▶ _WORK ITEM_:
The expected result is a word-for-word copy of the entries, minus any pictures.

Records excerpted from a collection:
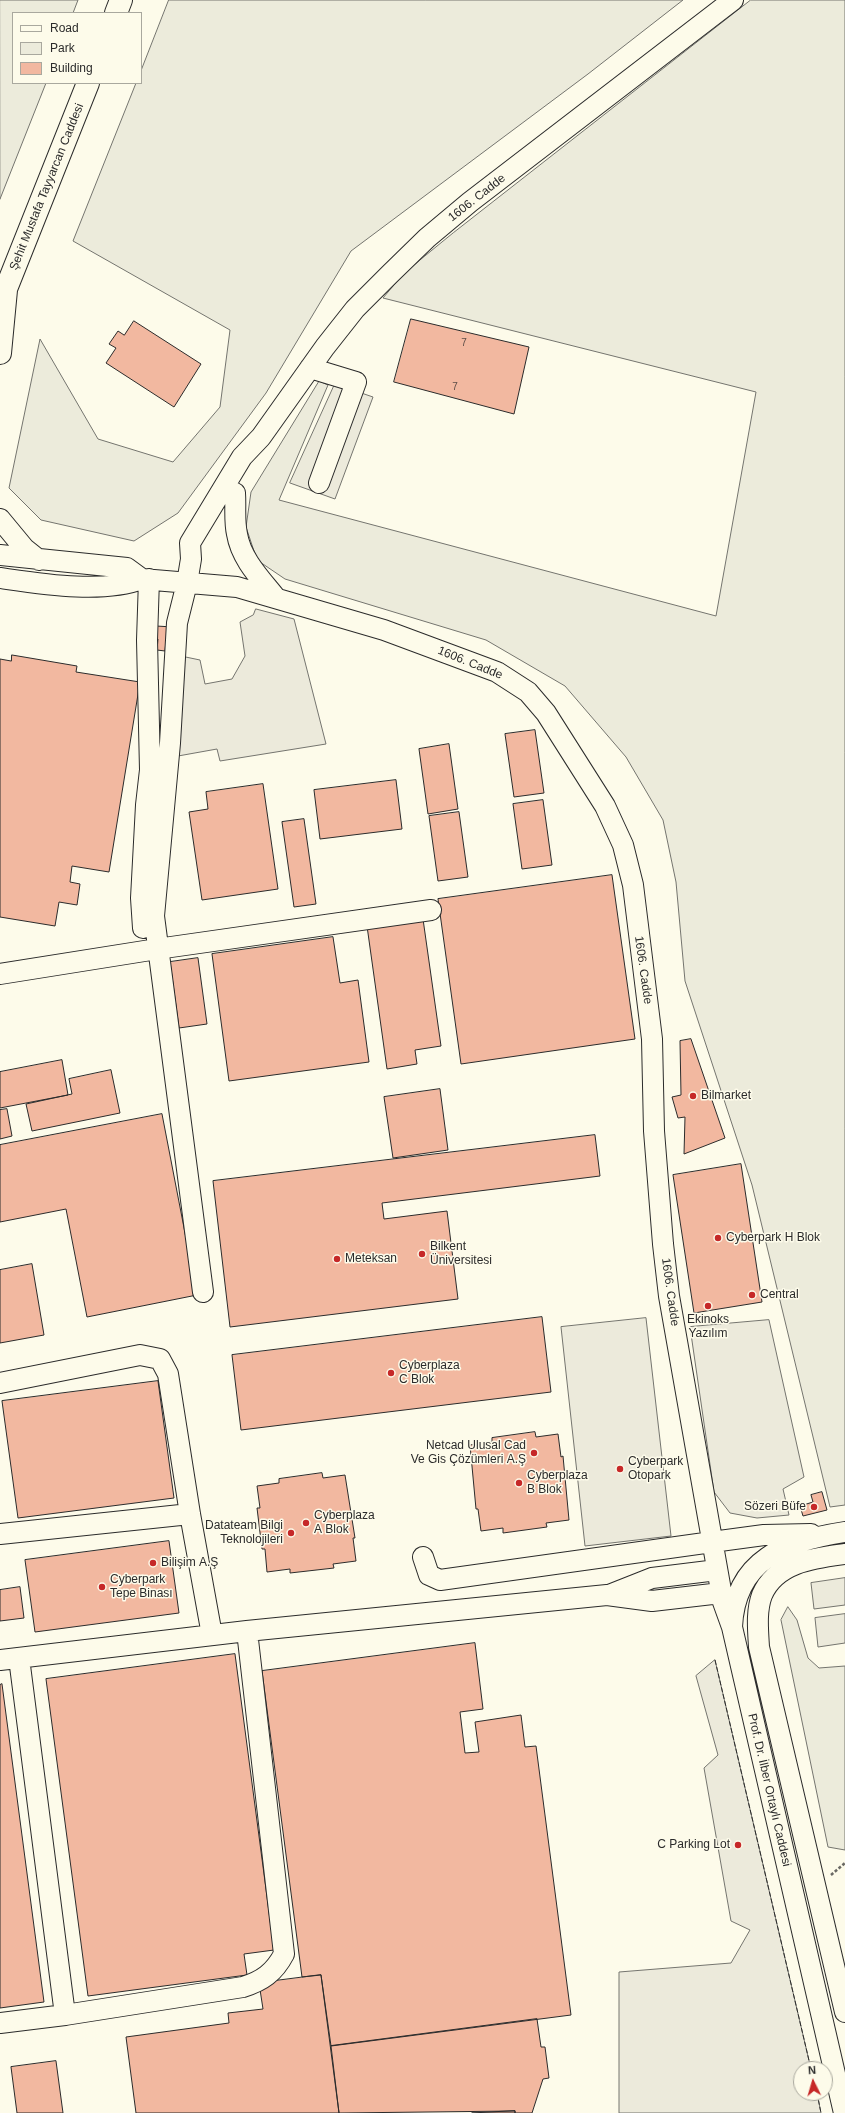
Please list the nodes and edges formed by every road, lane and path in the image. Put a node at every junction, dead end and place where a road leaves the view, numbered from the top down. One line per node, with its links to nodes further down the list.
1 (122, 0): 3 (main road)
2 (733, 0): 7 (street, 1606. Cadde)
3 (116, 12)
4 (88, 84): 5 (main road, Şehit Mustafa Tayyarcan Caddesi)
5 (3, 297): 6 (main road, Şehit Mustafa Tayyarcan Caddesi)
6 (0, 353)
7 (310, 368): 8 (street, 1606. Cadde); 9 (street)
8 (261, 437): 10 (street, 1606. Cadde); 14 (street, 1606. Cadde)
9 (319, 483)
10 (235, 493): 14 (street, 1606. Cadde); 18 (street)
11 (0, 519): 13 (street)
12 (0, 555): 13 (street)
13 (39, 560): 15 (street)
14 (190, 560): 17 (street, 1606. Cadde)
15 (145, 579): 16 (street); 17 (street); 20 (street)
16 (4, 581)
17 (187, 583): 18 (street, 1606. Cadde); 20 (street)
18 (276, 598): 27 (street, 1606. Cadde)
19 (431, 910): 20 (street)
20 (157, 949): 21 (street); 22 (street)
21 (0, 974)
22 (203, 1292)
23 (0, 1383): 24 (street)
24 (190, 1514): 26 (street); 35 (street)
25 (836, 1533): 27 (street); 33 (street, Prof. Dr. İlber Ortaylı Caddesi)
26 (0, 1534)
27 (712, 1542): 29 (street); 30 (street, 1606. Cadde)
28 (845, 1554): 37 (street, Prof. Dr. İlber Ortaylı Caddesi)
29 (423, 1557)
30 (717, 1570): 31 (street, 1606. Cadde); 32 (street)
31 (721, 1594): 32 (street); 33 (street, 1606. Cadde)
32 (607, 1596): 34 (street)
33 (732, 1627): 40 (street, Prof. Dr. İlber Ortaylı Caddesi)
34 (247, 1631): 35 (street); 38 (street)
35 (212, 1635): 36 (street)
36 (9, 1659): 38 (street)
37 (845, 2012)
38 (65, 2015): 39 (street)
39 (0, 2023)
40 (844, 2113)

▶ _SOLUTION FOR THIS PROBLEM_:
Please list the nodes and edges formed by every road, lane and path in the image. Put a node at every junction, dead end and place where a road leaves the view, numbered from the top down. One line per node, with its links to nodes further down the list.
1 (122, 0): 3 (main road)
2 (733, 0): 7 (street, 1606. Cadde)
3 (116, 12)
4 (88, 84): 5 (main road, Şehit Mustafa Tayyarcan Caddesi)
5 (3, 297): 6 (main road, Şehit Mustafa Tayyarcan Caddesi)
6 (0, 353)
7 (310, 368): 8 (street, 1606. Cadde); 9 (street)
8 (261, 437): 10 (street, 1606. Cadde); 14 (street, 1606. Cadde)
9 (319, 483)
10 (235, 493): 14 (street, 1606. Cadde); 18 (street)
11 (0, 519): 13 (street)
12 (0, 555): 13 (street)
13 (39, 560): 15 (street)
14 (190, 560): 17 (street, 1606. Cadde)
15 (145, 579): 16 (street); 17 (street); 20 (street)
16 (4, 581)
17 (187, 583): 18 (street, 1606. Cadde); 20 (street)
18 (276, 598): 27 (street, 1606. Cadde)
19 (431, 910): 20 (street)
20 (157, 949): 21 (street); 22 (street)
21 (0, 974)
22 (203, 1292)
23 (0, 1383): 24 (street)
24 (190, 1514): 26 (street); 35 (street)
25 (836, 1533): 27 (street); 33 (street, Prof. Dr. İlber Ortaylı Caddesi)
26 (0, 1534)
27 (712, 1542): 29 (street); 30 (street, 1606. Cadde)
28 (845, 1554): 37 (street, Prof. Dr. İlber Ortaylı Caddesi)
29 (423, 1557)
30 (717, 1570): 31 (street, 1606. Cadde); 32 (street)
31 (721, 1594): 32 (street); 33 (street, 1606. Cadde)
32 (607, 1596): 34 (street)
33 (732, 1627): 40 (street, Prof. Dr. İlber Ortaylı Caddesi)
34 (247, 1631): 35 (street); 38 (street)
35 (212, 1635): 36 (street)
36 (9, 1659): 38 (street)
37 (845, 2012)
38 (65, 2015): 39 (street)
39 (0, 2023)
40 (844, 2113)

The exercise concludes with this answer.